***** PROVIDED ENTRIES

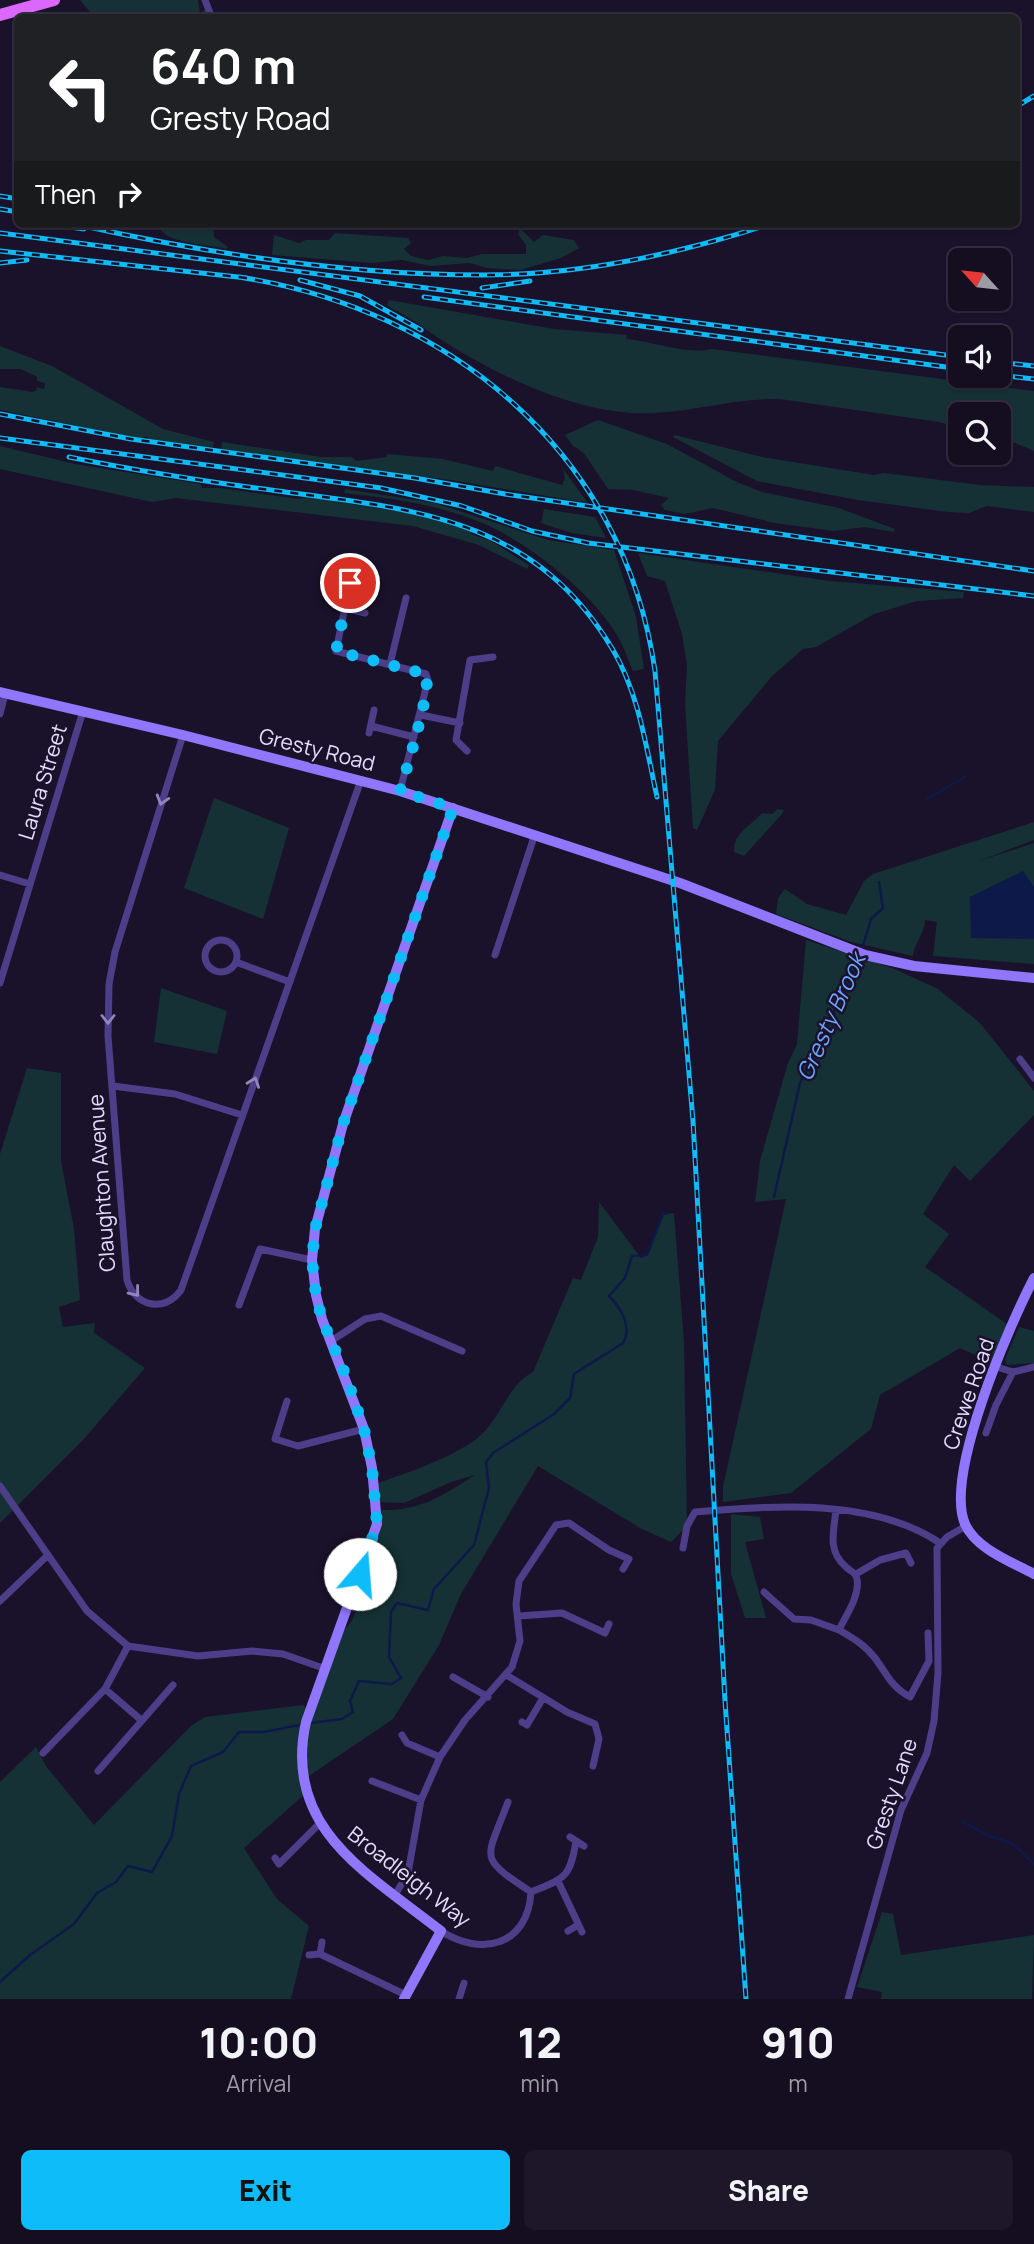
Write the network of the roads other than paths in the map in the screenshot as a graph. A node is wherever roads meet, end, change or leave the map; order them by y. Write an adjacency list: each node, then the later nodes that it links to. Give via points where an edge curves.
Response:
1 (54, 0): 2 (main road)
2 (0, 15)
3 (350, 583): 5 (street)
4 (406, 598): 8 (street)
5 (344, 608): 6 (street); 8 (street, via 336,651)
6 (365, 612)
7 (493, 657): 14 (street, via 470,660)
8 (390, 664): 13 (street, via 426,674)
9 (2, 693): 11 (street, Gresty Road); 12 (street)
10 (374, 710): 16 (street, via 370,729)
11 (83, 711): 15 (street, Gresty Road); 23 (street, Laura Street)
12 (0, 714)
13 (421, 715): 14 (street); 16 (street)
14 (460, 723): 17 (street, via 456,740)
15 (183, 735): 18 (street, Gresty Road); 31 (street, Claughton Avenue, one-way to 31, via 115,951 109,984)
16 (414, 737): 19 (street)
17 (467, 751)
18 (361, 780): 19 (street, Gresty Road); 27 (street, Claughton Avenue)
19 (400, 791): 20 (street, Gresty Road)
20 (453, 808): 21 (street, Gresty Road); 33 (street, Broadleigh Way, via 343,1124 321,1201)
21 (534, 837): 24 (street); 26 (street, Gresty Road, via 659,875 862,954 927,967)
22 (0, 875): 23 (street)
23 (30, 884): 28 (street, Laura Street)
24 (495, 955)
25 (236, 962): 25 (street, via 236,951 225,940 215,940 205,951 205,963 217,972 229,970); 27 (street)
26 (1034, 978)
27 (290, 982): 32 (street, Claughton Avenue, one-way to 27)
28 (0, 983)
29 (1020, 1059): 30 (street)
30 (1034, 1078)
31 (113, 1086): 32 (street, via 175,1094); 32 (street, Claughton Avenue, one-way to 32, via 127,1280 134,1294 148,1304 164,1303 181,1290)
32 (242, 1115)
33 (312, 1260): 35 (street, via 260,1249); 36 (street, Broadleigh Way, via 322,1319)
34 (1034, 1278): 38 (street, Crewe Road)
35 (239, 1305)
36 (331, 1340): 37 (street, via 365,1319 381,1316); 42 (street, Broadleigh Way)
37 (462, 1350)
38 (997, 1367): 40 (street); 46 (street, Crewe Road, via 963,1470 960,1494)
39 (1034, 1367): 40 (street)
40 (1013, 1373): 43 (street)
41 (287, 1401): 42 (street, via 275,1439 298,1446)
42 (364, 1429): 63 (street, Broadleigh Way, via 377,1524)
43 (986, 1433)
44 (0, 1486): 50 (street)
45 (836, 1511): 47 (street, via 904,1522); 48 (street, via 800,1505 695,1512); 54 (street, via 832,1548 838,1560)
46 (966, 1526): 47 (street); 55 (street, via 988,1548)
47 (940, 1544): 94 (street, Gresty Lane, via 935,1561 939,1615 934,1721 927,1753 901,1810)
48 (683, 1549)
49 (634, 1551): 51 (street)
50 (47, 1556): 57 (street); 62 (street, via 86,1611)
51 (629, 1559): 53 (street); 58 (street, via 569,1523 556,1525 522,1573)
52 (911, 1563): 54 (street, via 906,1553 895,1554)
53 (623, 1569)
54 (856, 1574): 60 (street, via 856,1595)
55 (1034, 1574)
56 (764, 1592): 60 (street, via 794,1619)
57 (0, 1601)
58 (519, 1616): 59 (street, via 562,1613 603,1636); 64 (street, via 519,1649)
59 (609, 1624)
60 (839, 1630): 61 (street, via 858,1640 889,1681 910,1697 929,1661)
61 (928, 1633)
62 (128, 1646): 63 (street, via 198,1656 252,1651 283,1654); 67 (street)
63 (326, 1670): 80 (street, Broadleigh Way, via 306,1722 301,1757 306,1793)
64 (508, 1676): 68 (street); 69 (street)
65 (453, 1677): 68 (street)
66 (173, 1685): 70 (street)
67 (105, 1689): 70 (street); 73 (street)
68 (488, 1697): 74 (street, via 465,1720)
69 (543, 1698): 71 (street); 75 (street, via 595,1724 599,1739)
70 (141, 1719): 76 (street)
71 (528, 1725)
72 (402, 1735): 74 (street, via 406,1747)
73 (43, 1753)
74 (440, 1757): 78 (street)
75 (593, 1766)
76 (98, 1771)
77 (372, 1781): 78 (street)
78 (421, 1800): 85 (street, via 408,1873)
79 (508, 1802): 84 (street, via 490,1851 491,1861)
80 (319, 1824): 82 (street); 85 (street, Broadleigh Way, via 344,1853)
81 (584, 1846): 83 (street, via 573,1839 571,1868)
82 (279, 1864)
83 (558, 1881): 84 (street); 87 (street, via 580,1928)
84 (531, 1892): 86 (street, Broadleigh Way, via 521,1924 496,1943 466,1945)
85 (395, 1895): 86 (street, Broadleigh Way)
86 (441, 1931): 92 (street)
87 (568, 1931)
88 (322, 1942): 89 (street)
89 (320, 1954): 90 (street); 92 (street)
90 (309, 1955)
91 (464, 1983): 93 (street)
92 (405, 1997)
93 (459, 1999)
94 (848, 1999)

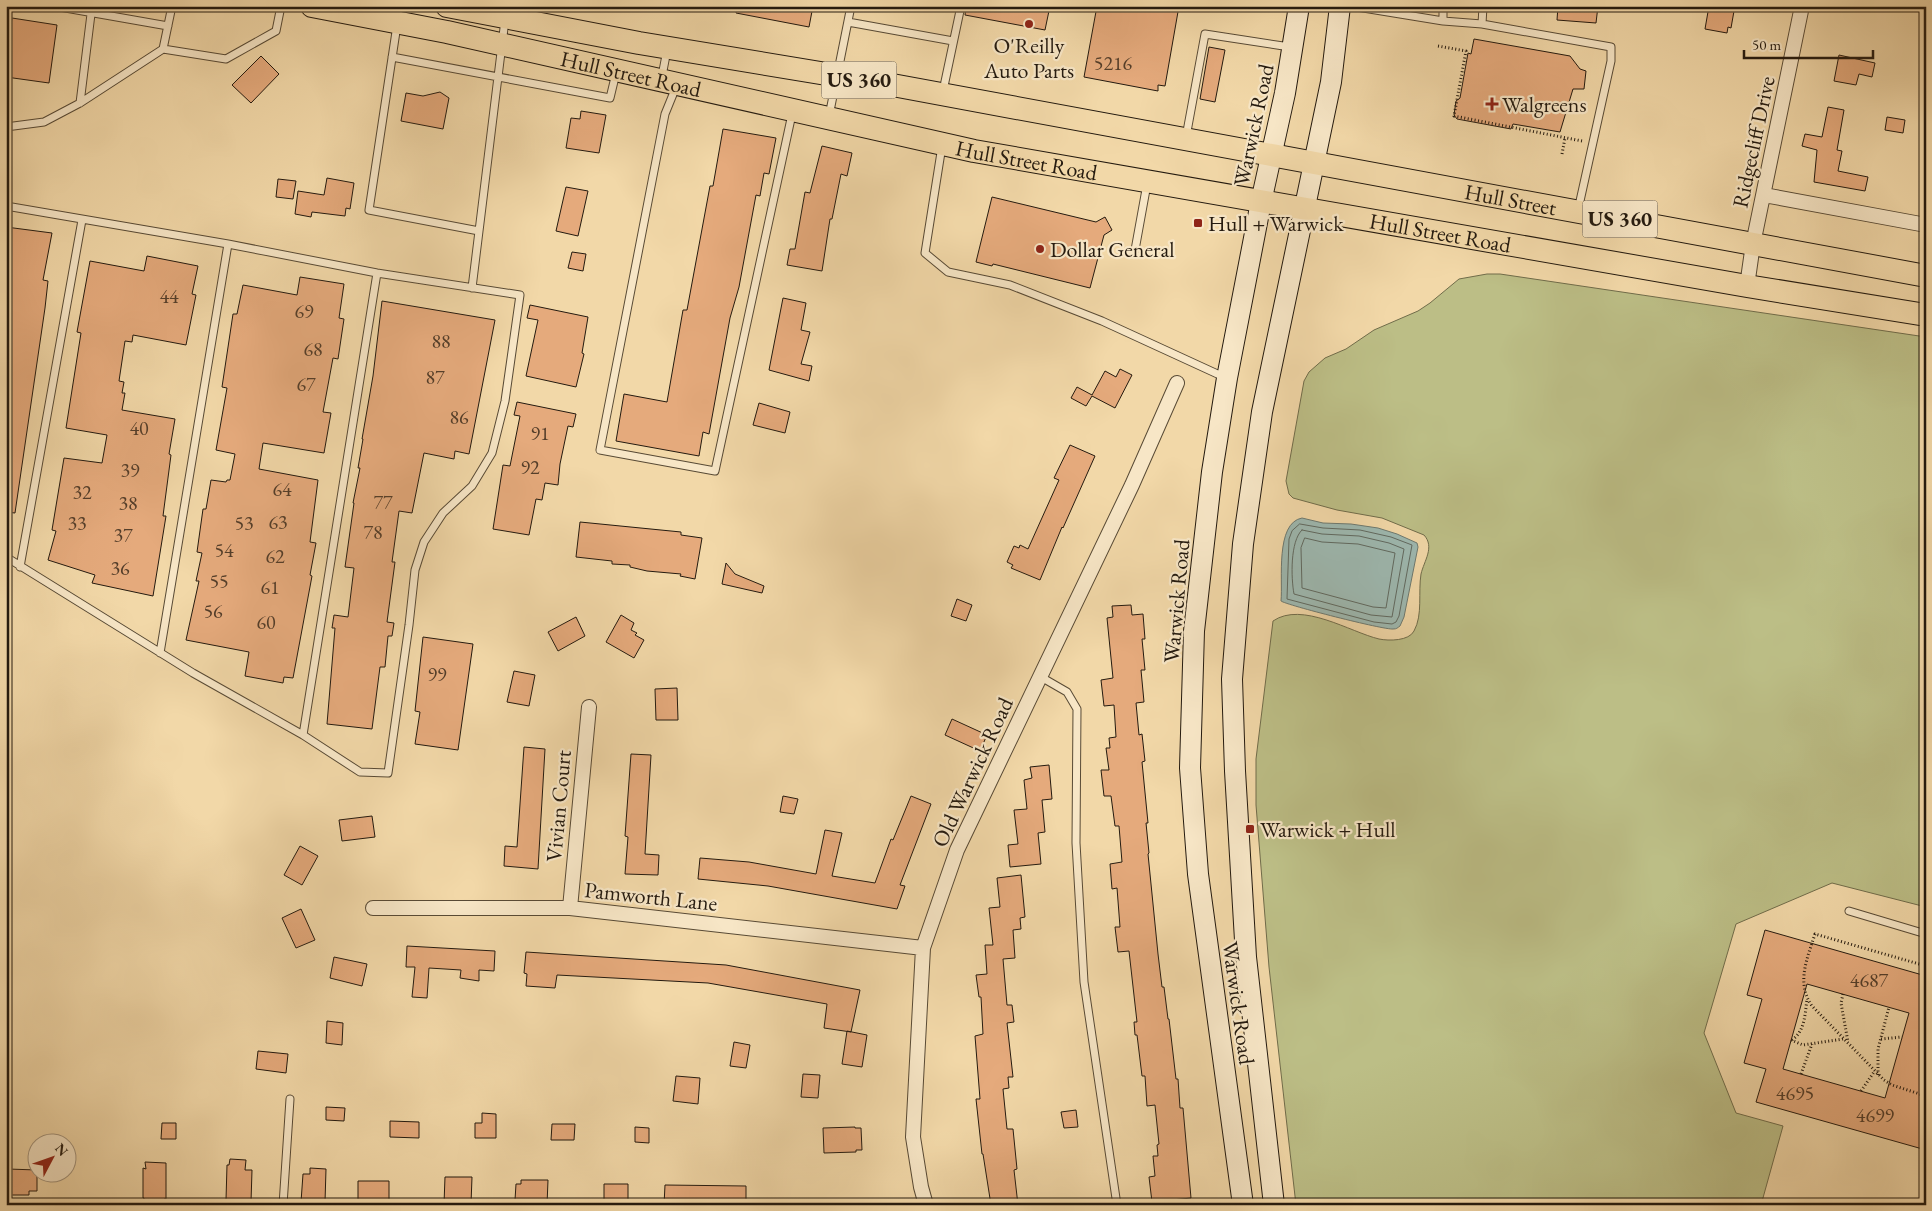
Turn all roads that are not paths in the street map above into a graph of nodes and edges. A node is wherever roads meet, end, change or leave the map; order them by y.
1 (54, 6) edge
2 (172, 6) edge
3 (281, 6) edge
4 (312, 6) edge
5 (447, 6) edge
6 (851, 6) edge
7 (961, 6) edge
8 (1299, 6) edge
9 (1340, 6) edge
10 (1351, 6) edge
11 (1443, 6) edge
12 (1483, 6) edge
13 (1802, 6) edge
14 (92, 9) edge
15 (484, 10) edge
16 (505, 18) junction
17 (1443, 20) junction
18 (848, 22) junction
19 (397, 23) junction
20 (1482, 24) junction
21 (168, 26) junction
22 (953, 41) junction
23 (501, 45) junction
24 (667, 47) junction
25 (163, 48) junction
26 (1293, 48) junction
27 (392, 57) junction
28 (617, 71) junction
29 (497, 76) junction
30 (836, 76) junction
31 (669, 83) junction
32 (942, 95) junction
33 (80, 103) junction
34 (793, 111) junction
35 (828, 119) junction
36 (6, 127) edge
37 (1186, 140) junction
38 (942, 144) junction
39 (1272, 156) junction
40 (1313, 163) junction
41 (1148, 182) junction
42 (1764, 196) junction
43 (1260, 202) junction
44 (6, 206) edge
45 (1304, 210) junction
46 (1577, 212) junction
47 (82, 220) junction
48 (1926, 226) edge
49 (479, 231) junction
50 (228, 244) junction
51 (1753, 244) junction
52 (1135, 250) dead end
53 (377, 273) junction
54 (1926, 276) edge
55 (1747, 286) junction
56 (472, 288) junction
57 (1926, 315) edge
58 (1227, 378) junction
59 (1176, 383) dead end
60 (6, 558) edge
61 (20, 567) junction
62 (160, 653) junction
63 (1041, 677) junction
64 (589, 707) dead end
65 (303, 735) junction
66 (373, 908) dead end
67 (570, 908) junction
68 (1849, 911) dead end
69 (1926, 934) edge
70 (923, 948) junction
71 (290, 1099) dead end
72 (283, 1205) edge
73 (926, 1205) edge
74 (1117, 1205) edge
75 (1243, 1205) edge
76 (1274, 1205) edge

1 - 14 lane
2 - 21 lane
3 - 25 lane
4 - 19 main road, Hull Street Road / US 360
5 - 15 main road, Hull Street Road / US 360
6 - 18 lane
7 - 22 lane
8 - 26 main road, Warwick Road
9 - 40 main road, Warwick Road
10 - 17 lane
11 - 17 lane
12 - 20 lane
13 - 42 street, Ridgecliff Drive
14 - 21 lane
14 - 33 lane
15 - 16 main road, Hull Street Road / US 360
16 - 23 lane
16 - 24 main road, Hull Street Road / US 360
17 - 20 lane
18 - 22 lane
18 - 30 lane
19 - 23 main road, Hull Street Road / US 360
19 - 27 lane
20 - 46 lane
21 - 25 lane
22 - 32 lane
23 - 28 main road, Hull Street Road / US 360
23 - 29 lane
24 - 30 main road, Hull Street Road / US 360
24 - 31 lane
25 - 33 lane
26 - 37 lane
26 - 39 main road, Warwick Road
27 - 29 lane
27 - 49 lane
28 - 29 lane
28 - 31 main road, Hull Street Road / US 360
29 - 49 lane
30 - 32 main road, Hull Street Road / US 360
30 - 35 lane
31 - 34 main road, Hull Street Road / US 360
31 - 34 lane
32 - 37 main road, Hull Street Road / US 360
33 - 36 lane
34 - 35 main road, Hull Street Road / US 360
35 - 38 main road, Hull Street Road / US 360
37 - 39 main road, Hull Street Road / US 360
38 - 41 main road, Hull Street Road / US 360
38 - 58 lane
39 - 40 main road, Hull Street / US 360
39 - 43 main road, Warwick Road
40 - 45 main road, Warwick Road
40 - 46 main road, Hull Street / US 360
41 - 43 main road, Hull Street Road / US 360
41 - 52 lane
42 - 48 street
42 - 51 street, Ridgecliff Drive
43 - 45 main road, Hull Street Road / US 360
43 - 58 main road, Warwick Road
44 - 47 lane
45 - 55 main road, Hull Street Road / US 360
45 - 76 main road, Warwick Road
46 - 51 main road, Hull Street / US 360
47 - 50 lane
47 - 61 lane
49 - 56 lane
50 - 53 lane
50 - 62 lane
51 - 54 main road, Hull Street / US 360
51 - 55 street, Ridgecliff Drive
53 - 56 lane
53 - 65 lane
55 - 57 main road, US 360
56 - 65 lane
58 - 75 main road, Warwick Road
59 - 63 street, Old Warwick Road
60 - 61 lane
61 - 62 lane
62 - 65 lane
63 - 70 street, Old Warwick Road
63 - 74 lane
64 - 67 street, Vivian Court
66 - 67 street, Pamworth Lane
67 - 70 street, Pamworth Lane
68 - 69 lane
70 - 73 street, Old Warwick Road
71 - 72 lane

**********

When a line of the data holds the string "order", pick it out and copy it.

Write the network of the roads other than paths in the map in the screenshot as a graph. A node is wherever roads meet, end, change or leave the map; order them by y. Write an adjacency list: each node, then the later nodes that it links to. Give via points where an edge curves.
Turn all roads that are not paths in the street map above into a graph of nodes and edges. A node is wherever roads meet, end, change or leave the map; order them by y.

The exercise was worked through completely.